Sale of a Debtor’s Claim Was Champertous and Void, Fifth Circuit Says
Selling a debtor’s claims must be structured to avoid champerty under state law.
Debtors and trustees should read a Fifth Circuit opinion to understand how the sale of a debtor’s claims should be structured to prevent the sale from being champertous and void.
The debtor severely injured the creditors in an auto accident. The debtor was insured, but the policy limits would not cover all the creditors’ damages. The debtor filed a chapter 7 petition, but the bankruptcy court modified the automatic stay by allowing the creditors to sue.
The insurer refused to settle and allegedly failed to inform the debtor about the settlement discussions or the debtor’s potential personal liability if damages turned out to exceed policy limits.
At trial in state court, the creditors won a judgment for $4 million. More than the policy limits, the judgment gave the debtor a bad faith claim against the insurer.
The debtors scheduled the bad faith claim as an asset in the bankruptcy case. The trustee offered to sell the bad faith claim to the creditors for $10,000, but the creditors didn’t have the cash to buy.

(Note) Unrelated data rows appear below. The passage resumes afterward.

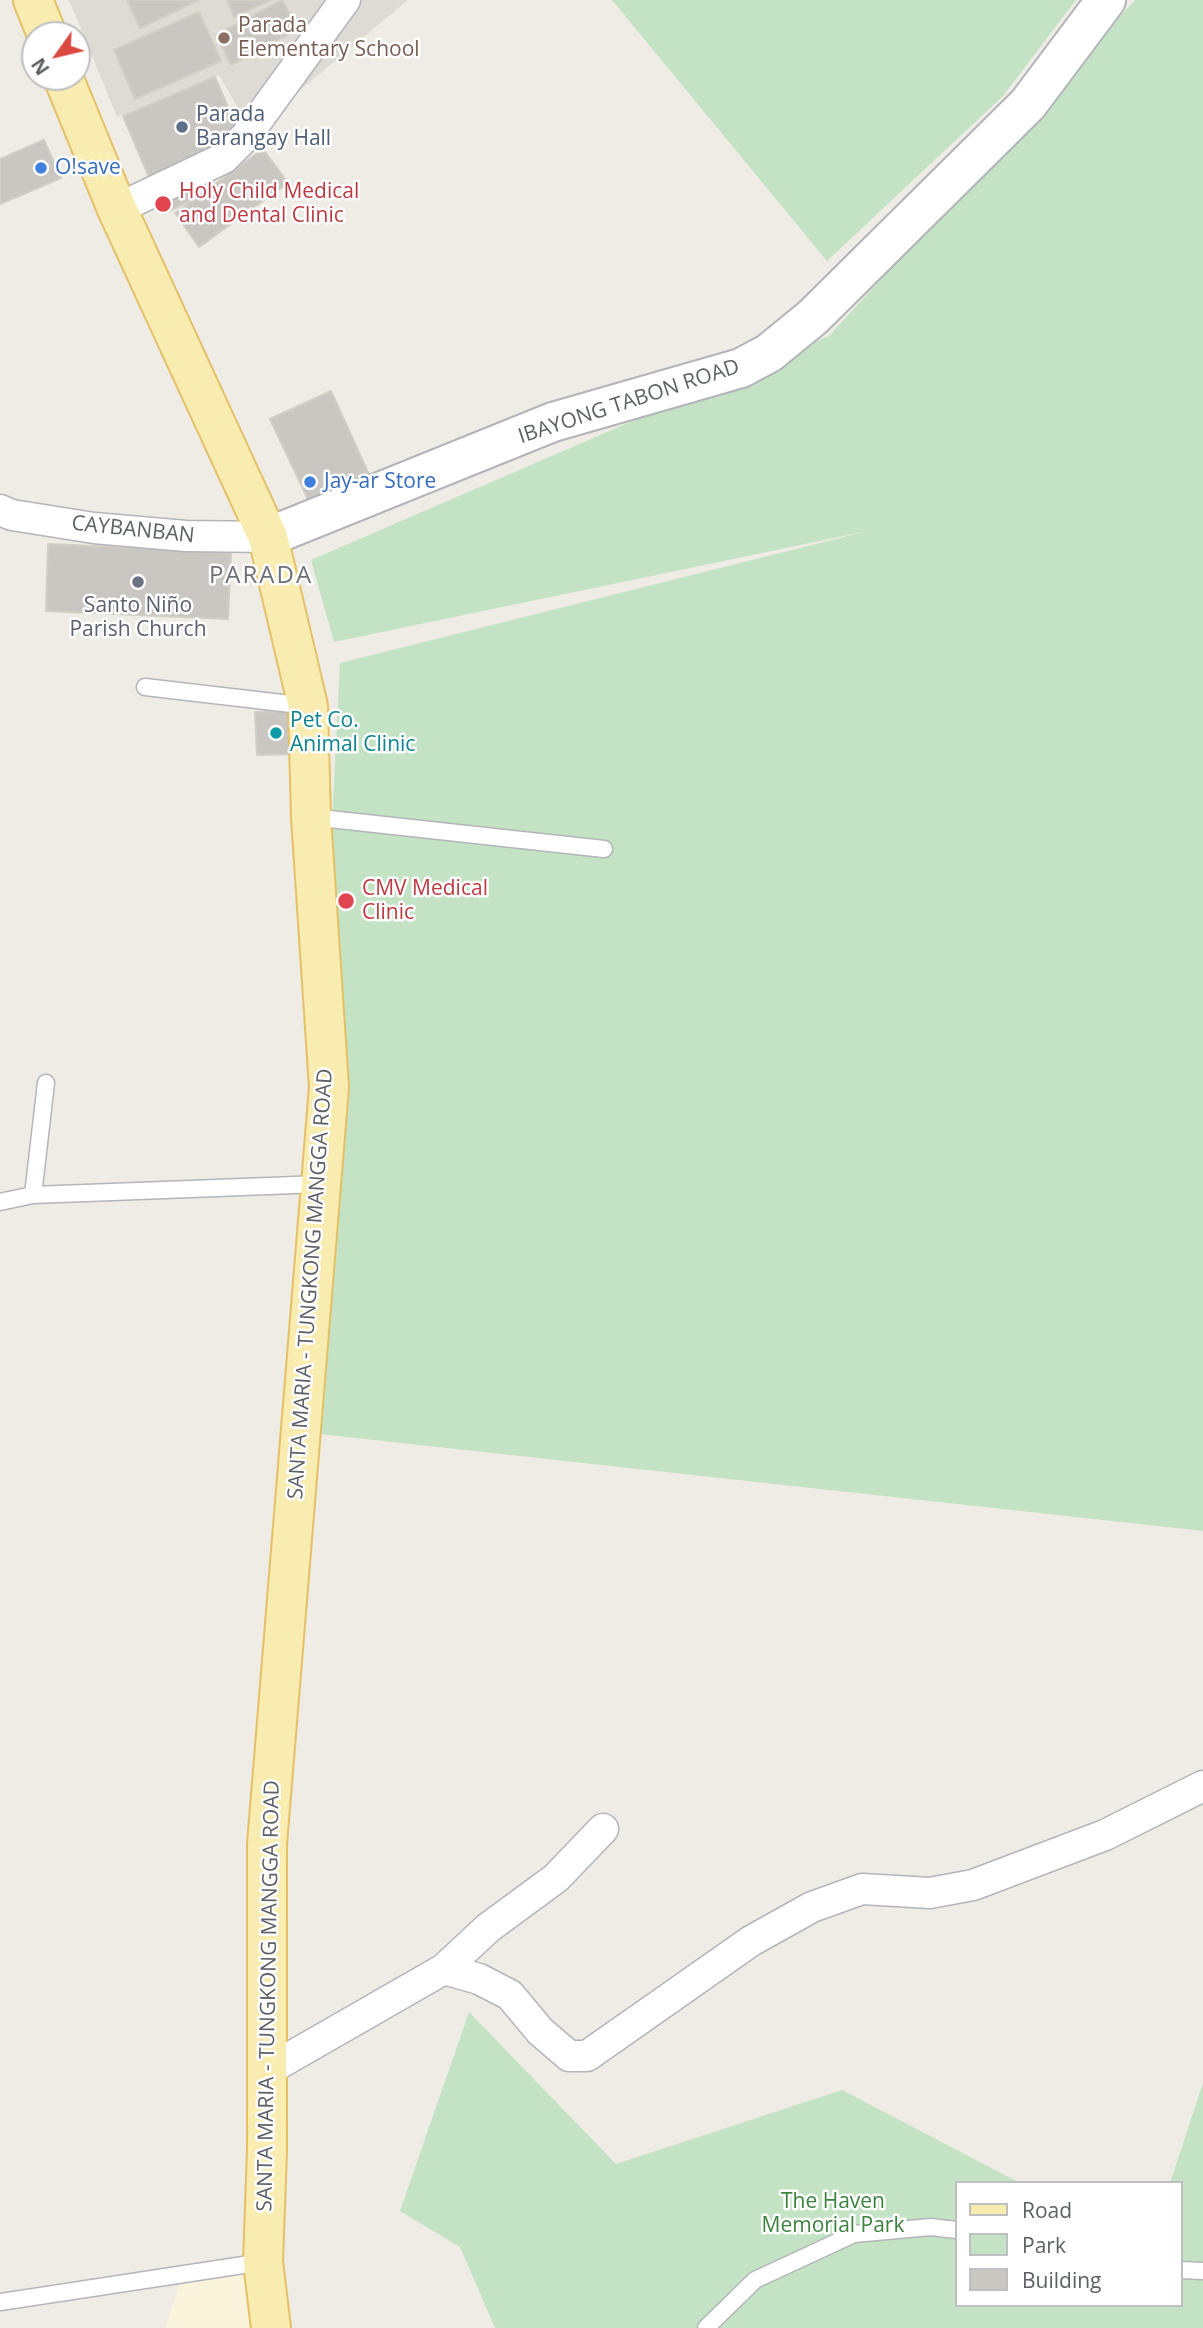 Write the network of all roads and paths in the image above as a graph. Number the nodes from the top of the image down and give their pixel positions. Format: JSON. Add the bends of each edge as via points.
{"nodes":[{"id":1,"x":33,"y":0,"type":"edge"},
{"id":2,"x":345,"y":0,"type":"edge"},
{"id":3,"x":1106,"y":0,"type":"edge"},
{"id":4,"x":41,"y":21,"type":"edge"},
{"id":5,"x":69,"y":91,"type":"edge"},
{"id":6,"x":117,"y":209,"type":"junction"},
{"id":7,"x":0,"y":510,"type":"edge"},
{"id":8,"x":268,"y":537,"type":"junction"},
{"id":9,"x":145,"y":687,"type":"dead end"},
{"id":10,"x":308,"y":706,"type":"junction"},
{"id":11,"x":311,"y":817,"type":"junction"},
{"id":12,"x":604,"y":849,"type":"dead end"},
{"id":13,"x":46,"y":1083,"type":"dead end"},
{"id":14,"x":321,"y":1184,"type":"junction"},
{"id":15,"x":33,"y":1195,"type":"junction"},
{"id":16,"x":0,"y":1202,"type":"edge"},
{"id":17,"x":1203,"y":1786,"type":"edge"},
{"id":18,"x":603,"y":1829,"type":"dead end"},
{"id":19,"x":444,"y":1969,"type":"junction"},
{"id":20,"x":268,"y":2070,"type":"junction"},
{"id":21,"x":954,"y":2230,"type":"edge"},
{"id":22,"x":263,"y":2262,"type":"junction"},
{"id":23,"x":1182,"y":2270,"type":"edge"},
{"id":24,"x":1203,"y":2271,"type":"edge"},
{"id":25,"x":0,"y":2302,"type":"edge"},
{"id":26,"x":271,"y":2328,"type":"edge"},
{"id":27,"x":706,"y":2328,"type":"edge"}],
"edges":[{"from":1,"to":4,"type":"main road"},
{"from":2,"to":6,"type":"street","via":[[246,136],[224,158]]},
{"from":3,"to":8,"type":"street","name":"IBAYONG TABON ROAD","via":[[1028,104],[813,317],[769,352],[741,368],[553,422]]},
{"from":5,"to":6,"type":"main road","name":"SANTA MARIA - TUNGKONG MANGGA ROAD"},
{"from":6,"to":8,"type":"main road","name":"SANTA MARIA - TUNGKONG MANGGA ROAD"},
{"from":7,"to":8,"type":"street","name":"CAYBANBAN","via":[[94,528]]},
{"from":8,"to":10,"type":"main road","name":"SANTA MARIA - TUNGKONG MANGGA ROAD"},
{"from":9,"to":10,"type":"lane"},
{"from":10,"to":11,"type":"main road","name":"SANTA MARIA - TUNGKONG MANGGA ROAD"},
{"from":11,"to":12,"type":"lane"},
{"from":11,"to":14,"type":"main road","name":"SANTA MARIA - TUNGKONG MANGGA ROAD","via":[[329,1087]]},
{"from":13,"to":15,"type":"lane"},
{"from":14,"to":15,"type":"lane"},
{"from":14,"to":20,"type":"main road","name":"SANTA MARIA - TUNGKONG MANGGA ROAD","via":[[267,1844]]},
{"from":15,"to":16,"type":"lane"},
{"from":17,"to":19,"type":"street","via":[[1105,1835],[974,1885],[930,1892],[862,1889],[812,1907],[751,1941],[587,2056],[569,2056],[510,1995],[479,1979]]},
{"from":18,"to":19,"type":"street","via":[[555,1878],[488,1928]]},
{"from":19,"to":20,"type":"street"},
{"from":20,"to":22,"type":"main road","name":"SANTA MARIA - TUNGKONG MANGGA ROAD"},
{"from":21,"to":27,"type":"lane","via":[[931,2227],[854,2234],[755,2280]]},
{"from":22,"to":25,"type":"lane"},
{"from":22,"to":26,"type":"main road","name":"SANTA MARIA - TUNGKONG MANGGA ROAD"},
{"from":23,"to":24,"type":"lane"}]}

Consequently, an outfit that finances litigation won bankruptcy court approval to purchase the claim for $10,000. In turn, the financer conveyed the claim to the creditors in return for a nonrecourse $10,000 loan, plus interest.
In federal district court, the creditors sued the insurer on the bad faith claim, but the district court granted the insurer’s motion to dismiss. The district court reasoned that the sale to the financer was champertous under Mississippi law and therefore void. Because the creditors had suffered no injury by not owning the bad faith claim, the district court dismissed for lack of Article III jurisdiction.

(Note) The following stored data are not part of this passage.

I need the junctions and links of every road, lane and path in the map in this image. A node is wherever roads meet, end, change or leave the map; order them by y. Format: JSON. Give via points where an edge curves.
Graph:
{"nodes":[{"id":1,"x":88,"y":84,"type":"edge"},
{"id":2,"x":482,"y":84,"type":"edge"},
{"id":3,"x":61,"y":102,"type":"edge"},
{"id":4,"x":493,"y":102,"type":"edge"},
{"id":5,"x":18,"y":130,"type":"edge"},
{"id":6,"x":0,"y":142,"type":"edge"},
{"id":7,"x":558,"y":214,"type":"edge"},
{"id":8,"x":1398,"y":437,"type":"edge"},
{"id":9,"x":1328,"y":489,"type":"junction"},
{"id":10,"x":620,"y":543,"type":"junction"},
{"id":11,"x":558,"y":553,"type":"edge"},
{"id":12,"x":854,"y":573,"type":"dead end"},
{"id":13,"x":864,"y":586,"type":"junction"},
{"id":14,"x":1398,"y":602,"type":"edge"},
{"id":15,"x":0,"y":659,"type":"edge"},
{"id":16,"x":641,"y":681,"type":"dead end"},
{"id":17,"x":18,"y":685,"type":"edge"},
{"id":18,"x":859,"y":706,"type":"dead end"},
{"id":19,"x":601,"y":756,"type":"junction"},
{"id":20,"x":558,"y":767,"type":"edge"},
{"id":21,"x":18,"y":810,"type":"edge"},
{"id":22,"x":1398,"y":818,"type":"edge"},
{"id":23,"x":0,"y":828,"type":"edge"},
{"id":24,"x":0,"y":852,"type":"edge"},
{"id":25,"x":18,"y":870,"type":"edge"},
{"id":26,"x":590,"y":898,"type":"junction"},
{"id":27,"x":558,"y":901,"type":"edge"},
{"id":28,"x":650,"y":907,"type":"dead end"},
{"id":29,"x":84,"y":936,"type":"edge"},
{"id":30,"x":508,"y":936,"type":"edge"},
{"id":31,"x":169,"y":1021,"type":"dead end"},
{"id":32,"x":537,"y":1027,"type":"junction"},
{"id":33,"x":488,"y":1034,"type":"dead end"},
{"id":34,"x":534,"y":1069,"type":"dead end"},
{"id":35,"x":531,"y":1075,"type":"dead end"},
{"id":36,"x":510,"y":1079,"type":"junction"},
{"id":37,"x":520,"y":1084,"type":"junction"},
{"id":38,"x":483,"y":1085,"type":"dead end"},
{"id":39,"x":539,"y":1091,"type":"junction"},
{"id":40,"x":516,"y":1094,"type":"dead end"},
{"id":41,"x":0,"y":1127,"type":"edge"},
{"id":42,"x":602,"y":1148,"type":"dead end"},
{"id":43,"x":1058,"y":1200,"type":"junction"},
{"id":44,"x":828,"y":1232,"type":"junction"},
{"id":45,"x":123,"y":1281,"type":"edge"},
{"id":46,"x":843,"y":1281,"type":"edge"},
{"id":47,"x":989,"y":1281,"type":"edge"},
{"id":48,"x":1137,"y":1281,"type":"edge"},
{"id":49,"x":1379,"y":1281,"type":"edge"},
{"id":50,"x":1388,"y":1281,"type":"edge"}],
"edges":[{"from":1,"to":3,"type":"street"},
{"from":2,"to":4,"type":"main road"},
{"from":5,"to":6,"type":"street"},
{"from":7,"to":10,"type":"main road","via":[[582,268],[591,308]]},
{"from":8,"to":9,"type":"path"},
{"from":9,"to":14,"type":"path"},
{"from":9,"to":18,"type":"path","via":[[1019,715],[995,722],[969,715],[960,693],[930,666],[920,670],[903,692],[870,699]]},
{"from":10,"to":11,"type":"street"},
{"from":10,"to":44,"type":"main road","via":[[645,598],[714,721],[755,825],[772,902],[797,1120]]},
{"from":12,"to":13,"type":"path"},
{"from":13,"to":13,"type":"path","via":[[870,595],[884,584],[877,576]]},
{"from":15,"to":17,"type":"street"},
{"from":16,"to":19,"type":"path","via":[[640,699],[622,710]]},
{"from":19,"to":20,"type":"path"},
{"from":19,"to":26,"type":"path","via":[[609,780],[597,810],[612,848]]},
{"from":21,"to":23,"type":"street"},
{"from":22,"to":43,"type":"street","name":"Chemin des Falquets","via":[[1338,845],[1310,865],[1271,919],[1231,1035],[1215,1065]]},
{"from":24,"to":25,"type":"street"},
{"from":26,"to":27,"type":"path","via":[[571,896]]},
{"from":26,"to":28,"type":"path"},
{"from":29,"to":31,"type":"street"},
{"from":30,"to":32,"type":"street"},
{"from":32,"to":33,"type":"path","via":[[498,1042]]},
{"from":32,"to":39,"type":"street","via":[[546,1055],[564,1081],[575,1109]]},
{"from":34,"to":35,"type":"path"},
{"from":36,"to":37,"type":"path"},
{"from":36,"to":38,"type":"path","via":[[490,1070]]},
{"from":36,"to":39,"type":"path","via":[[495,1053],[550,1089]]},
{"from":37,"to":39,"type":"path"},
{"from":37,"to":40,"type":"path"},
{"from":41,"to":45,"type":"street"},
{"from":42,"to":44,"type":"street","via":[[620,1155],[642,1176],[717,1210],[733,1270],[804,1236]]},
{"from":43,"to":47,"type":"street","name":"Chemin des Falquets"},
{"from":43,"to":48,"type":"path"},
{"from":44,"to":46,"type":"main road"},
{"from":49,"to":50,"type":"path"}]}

In the Fifth Circuit’s June 12 opinion, Circuit Judge Jerry E. Smith quoted the Mississippi Supreme Court for defining champerty “as a bargain between a stranger and a party to a lawsuit by which the stranger pursues the party’s claim in consideration of receiving part of any judgment proceeds.”
When the creditors appealed dismissal, the Fifth Circuit certified a question, asking the Mississippi Supreme Court to say whether Mississippi law allows “a creditor in bankruptcy to engage a disinterested third party to purchase a cause of action from a debtor.”

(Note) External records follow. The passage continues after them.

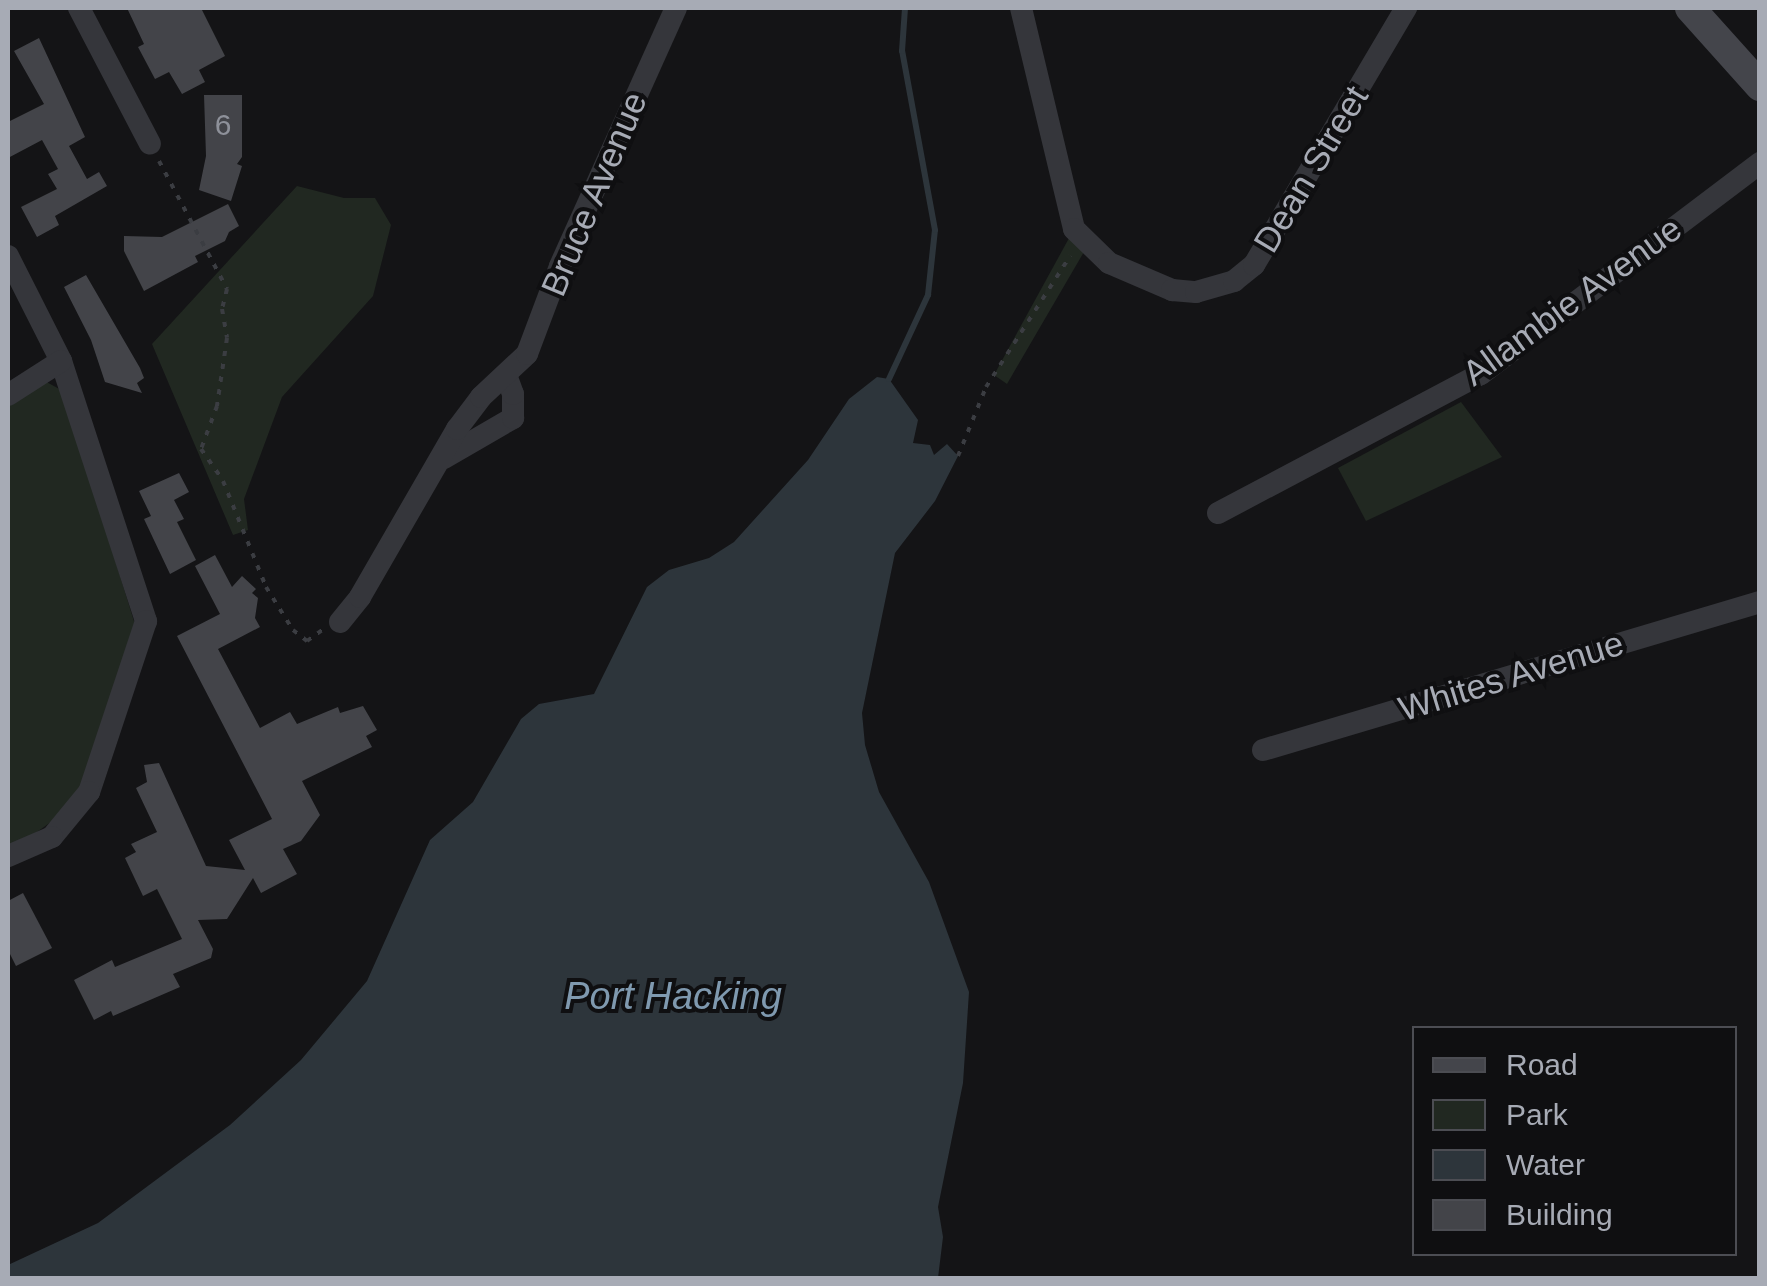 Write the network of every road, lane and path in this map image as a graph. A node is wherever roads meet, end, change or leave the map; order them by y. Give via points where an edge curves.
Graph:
1 (79, 8) edge
2 (676, 8) edge
3 (1021, 8) edge
4 (1406, 8) edge
5 (1690, 8) edge
6 (1760, 86) edge
7 (150, 144) joint
8 (1760, 164) edge
9 (1082, 238) junction
10 (8, 256) edge
11 (61, 361) junction
12 (506, 375) junction
13 (8, 395) edge
14 (958, 456) dead end
15 (437, 464) junction
16 (1218, 513) dead end
17 (1760, 602) edge
18 (340, 622) joint
19 (1262, 750) dead end
20 (8, 856) edge

1 - 7 street
2 - 12 street, Bruce Avenue via 527,354
3 - 9 street, Dean Street via 1067,214
4 - 9 street, Dean Street via 1274,238 1234,281 1196,292 1172,290 1110,263
5 - 6 street
7 - 18 path via 227,288 222,309 228,338 202,449 293,630 307,642
8 - 16 street, Allambie Avenue via 1481,374
9 - 14 path via 986,387
10 - 11 street
11 - 13 street
11 - 20 street via 146,621 90,792 52,837
12 - 15 street, Bruce Avenue via 481,397
12 - 15 street, Bruce Avenue via 514,418
15 - 18 street, Bruce Avenue
17 - 19 street, Whites Avenue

The Mississippi Supreme Court answered the question as follows:
This Court finds that the plain language of Mississippi Code Section 97-9-11 (Rev. 2020) prohibits a disinterested third party engaged by a bankruptcy creditor from purchasing a cause of action from a debtor’s estate.
Crabtree v. Allstate Prop. & Cas. Ins. Co. (Crabtree II), --- So. 3d ----, 2025 WL 1409047, at *1 (Miss. 2025).
Judge Smith interpreted the Mississippi court’s answer to the certified question to mean “that the assignment of [the debtor’s] claim by the bankruptcy trustee to [the financer] was champertous and void under Mississippi law.” Because the financer never acquired the claim, he said that the financer “could not have assigned it to [the creditors].”
Judge Smith therefore held that “the [creditors] have not asserted an injury caused by [the insurer] because they never acquired [the debtor’s] bad-faith claim against [the insurer].” He affirmed the district court’s dismissal of the suit for lack of Article III standing because “the [creditors] do not possess [the debtor’s] bad-faith claim against [the insurer].”
Observations
Could the trustee and the creditors have structured a valid sale by using a different structure? Would the creditors have had standing if the financer had provided financing for the creditors to buy the claim in return for a portion of the recovery?
Judge Smith quoted Mississippi’s definition of “champerty” as being a circumstance where a “stranger pursues the party’s claim in consideration of receiving part of any judgment proceeds.” If the financer were providing financing, would the financer still be a “stranger [who] pursues the party’s claim”? Would it matter whether the creditors or the financer controlled the litigation?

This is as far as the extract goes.